Un travail de mémoire

Pour comprendre son histoire familiale, Jennifer Teege a mené l’enquête sur ce grand-père criminel nazi. Elle découvre avec effroi les exactions de cet «homme qui éprouvait du plaisir à tuer», reconnaît-elle. D’ailleurs, un survivant du camp de Plaszow disait de lui: «Quand on regardait Göth, c’était la mort qu’on voyait». Jennifer Teege ne s’épargne aucune image, aucun témoignage. Elle revoit La liste de Schindler, le film de Steven Spielberg, dans lequel on voit Amon Göth tirer sur des prisonniers au hasard du balcon de sa villa. «Dans le monde machiste des nazis, tuer était devenu un jeu, une sorte de compétition, un sport», analyse-elle avec déchirement.

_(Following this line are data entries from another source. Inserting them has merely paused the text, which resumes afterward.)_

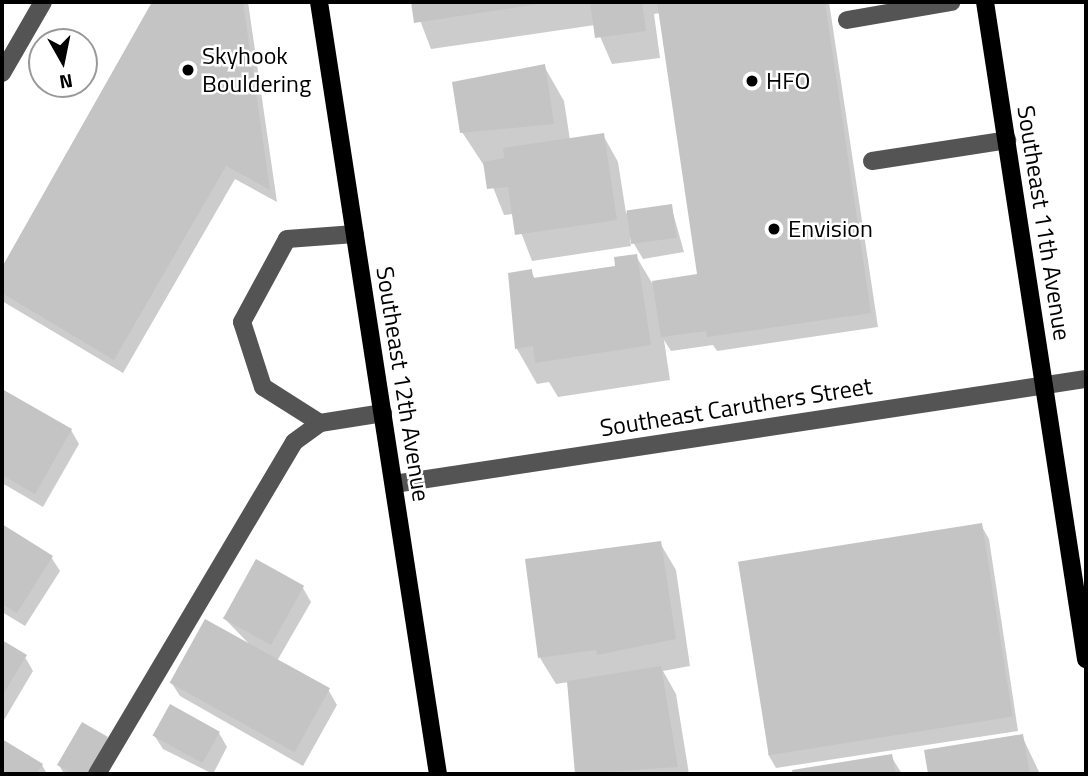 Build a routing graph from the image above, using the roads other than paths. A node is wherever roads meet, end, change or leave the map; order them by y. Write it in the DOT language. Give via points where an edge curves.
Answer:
graph roads {
  1 [pos="44,2"];
  2 [pos="319,2"];
  3 [pos="951,2"];
  4 [pos="985,2"];
  5 [pos="847,20"];
  6 [pos="2,73"];
  7 [pos="1006,140"];
  8 [pos="872,161"];
  9 [pos="355,234"];
  10 [pos="1086,379"];
  11 [pos="1045,385"];
  12 [pos="383,413"];
  13 [pos="320,423"];
  14 [pos="394,484"];
  15 [pos="1086,659"];
  16 [pos="97,774"];
  17 [pos="438,774"];
  1 -- 6 [label="street"];
  2 -- 9 [label="main road, Southeast 12th Avenue"];
  3 -- 5 [label="street"];
  4 -- 7 [label="main road, Southeast 11th Avenue"];
  7 -- 8 [label="street"];
  7 -- 11 [label="main road, Southeast 11th Avenue"];
  9 -- 12 [label="main road, Southeast 12th Avenue"];
  9 -- 13 [label="street" via="287,239 243,322 263,387"];
  10 -- 11 [label="street, Southeast Caruthers Street"];
  11 -- 14 [label="street, Southeast Caruthers Street"];
  11 -- 15 [label="main road, Southeast 11th Avenue"];
  12 -- 13 [label="street"];
  12 -- 14 [label="main road, Southeast 12th Avenue"];
  13 -- 16 [label="street" via="294,442"];
  14 -- 17 [label="main road, Southeast 12th Avenue"];
} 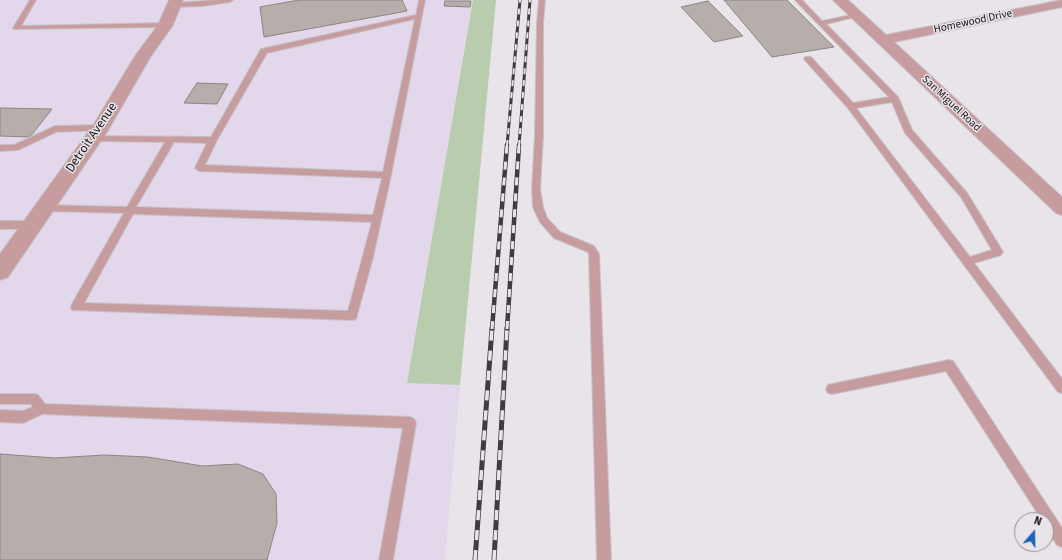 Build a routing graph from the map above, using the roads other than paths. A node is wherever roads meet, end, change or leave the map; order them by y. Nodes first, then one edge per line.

Jennifer Teege décide même de visiter la maison Amon Göth à Cracovie: «Je veux voir l’endroit où mon grand-père a tué. J’ai besoin de m’approcher au plus près de lui pour pouvoir ensuite m’en éloigner», confie-t-elle. Elle décrit aussi les derniers jours de ce bourreau nazi, pendu en 1946. «Mon grand-père n’a rien regretté sinon il n’aurait pas esquissé le salut hitlérien sur la potence», raconte-t-elle.

Un travail de mémoire qui lui permet de renaître une seconde fois: «A 40 ans à peine, je repars à zéro», conclut-elle.

*Amon, mon grand-père m'aurait tuée, Jennifer Teege, Plon, 18,90 €.